After formatting the partitions, we can mount them and start the ArchLinux installation process.

# swapon /dev/sda2
# mount /dev/sda3 /mnt
# mkdir /mnt/home
# mount /dev/sda4 /mnt/home
# mkdir -p /mnt/boot/efi
# mount /dev/sda1 /mnt/boot/efi
# pacstrap base /mnt
# genfstab -U -p /mnt >> /mnt/etc/fstab
# arch-chroot /mnt
# ln -s /usr/share/zoneinfo/Europe/Amsterdam /etc/localtime
# mkinitcpio -p linux

So far, the installation procedure itself, has been pretty standard. The next step, setting up the boot loader, has caused me some problems.
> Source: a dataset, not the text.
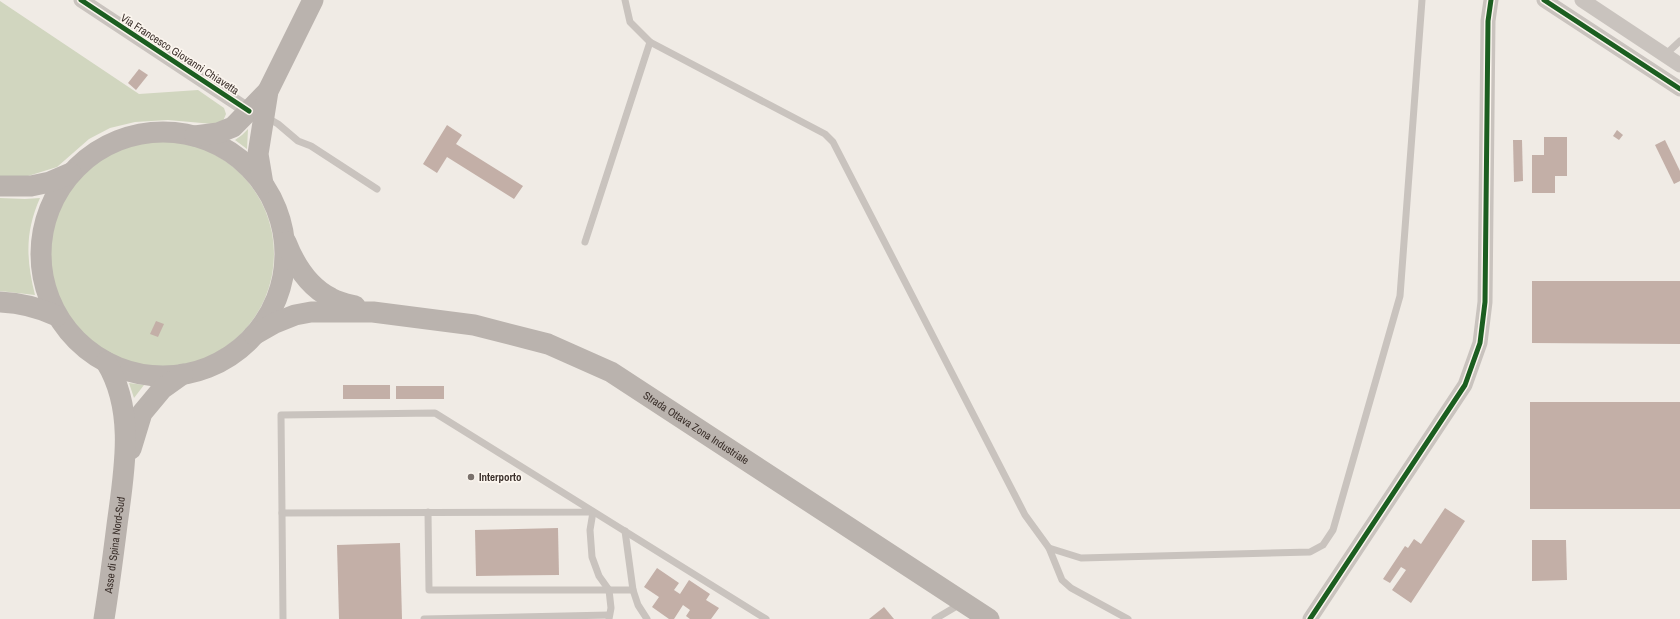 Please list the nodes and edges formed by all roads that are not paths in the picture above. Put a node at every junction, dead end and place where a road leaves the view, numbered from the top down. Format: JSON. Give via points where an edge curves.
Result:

And this is the step that differentiates UEFI from BIOS booting, the boot process.

First of all, the EFI variables must be mounted. Please note the grub-install is executed inside the arch-chroot.

# mount -t efivarfs efivarfs /sys/firmware/efi/efivars
# pacman -S grub efibootmgr
# grub-install –target=x86_64-efi –efi-directory=/boot/efi –bootloader-id=grub

However, this resulted in an error message show_boot_order() "no such file or directory". The result is the system doesn’t boot automatically, but when I choose to browse the file system, I can load GRUB2 and boot correctly.

Next, I’ve tried to install Gummiboot, and “chainload” GRUB2. This works fine. However, gummiboot assumes the EFI boot partition to be mounted at /boot.

# pacman -S gummiboot
# gummiboot –path=/boot/efi

Now, setting it up to chainload GRUB, in /boot/efi/loader/entries/grub.conf:

title GRUB
efi /EFI/grub/grubx64.efi

And in /boot/efi/loader/loader.conf

default grub

makes the system bootable.

UEFI boot

As I am about to install my new laptop, I am considering using UEFI. The laptop supports UEFI but came with legacy booting enabled as default option. Whether this is the university setting or the factory default I’m not sure, since my father’s HP laptop got UEFI enables as default option.

I haven’t been working with UEFI systems before. Well, I’ve installed Ubuntu on my father’s laptop, on an external (USB) hard disk, so he could dual boot Windows and Linux. And that’s one of the advantages of UEFI. No boot manager is required. This is built in into UEFI.

My new laptop, the HP EliteBook 8570w has three options, legacy boot, uefi hybrid (both legacy and uefi / with csm), and native uefi (without csm).

I have selected the compatible mode. Now, as I try to boot from the ArchLinux installation CD. I am still using my external (USB) optical drive, since the laptop was delivered without internal optical drive. Well… so I boot from the CD, a menu shows, where I can choose between booting Arch, an UEFI shell (version 1 and 2) and to return to the firmware.

So, I select to boot Arch. The screen goes black. The USB optical drive appears to be reading slowly, but nothing happens. When I reboot, the uefi firmware does not detect the USB optical drive. Something is not going right. ArchLinux boot media are a hybrid case. The ISO contains both SYSLINUX and UEFI booting, but can also be dd’d to an USB flash medium. I believe this is the reason why I have had experienced booting ArchLinux installation media on my EliteBook 8530w. I have made an UEFI bootable USB flash drive according to the instructions on the ArchWiki.Using this I can boot normally. This appears to confirm my hypothesis the hybrid boot medium confuses the HP firmware.

So, creating partitions. Since I am using GPT, I will use gdisk in stead of fdisk. Creating partitions will be similar to fdisk. Partitions have numbers from 1 to 128. There are no concepts like extended and logical partitions. They’re a dirty hack of the MBR partitioning scheme anyways. I am still overthinking how I need to partition this system. This is the first time I am working an UEFI based system and GPT style partitioning. I still haven’t decided what boot loader I will be using, either SYSLINUX or GRUB2.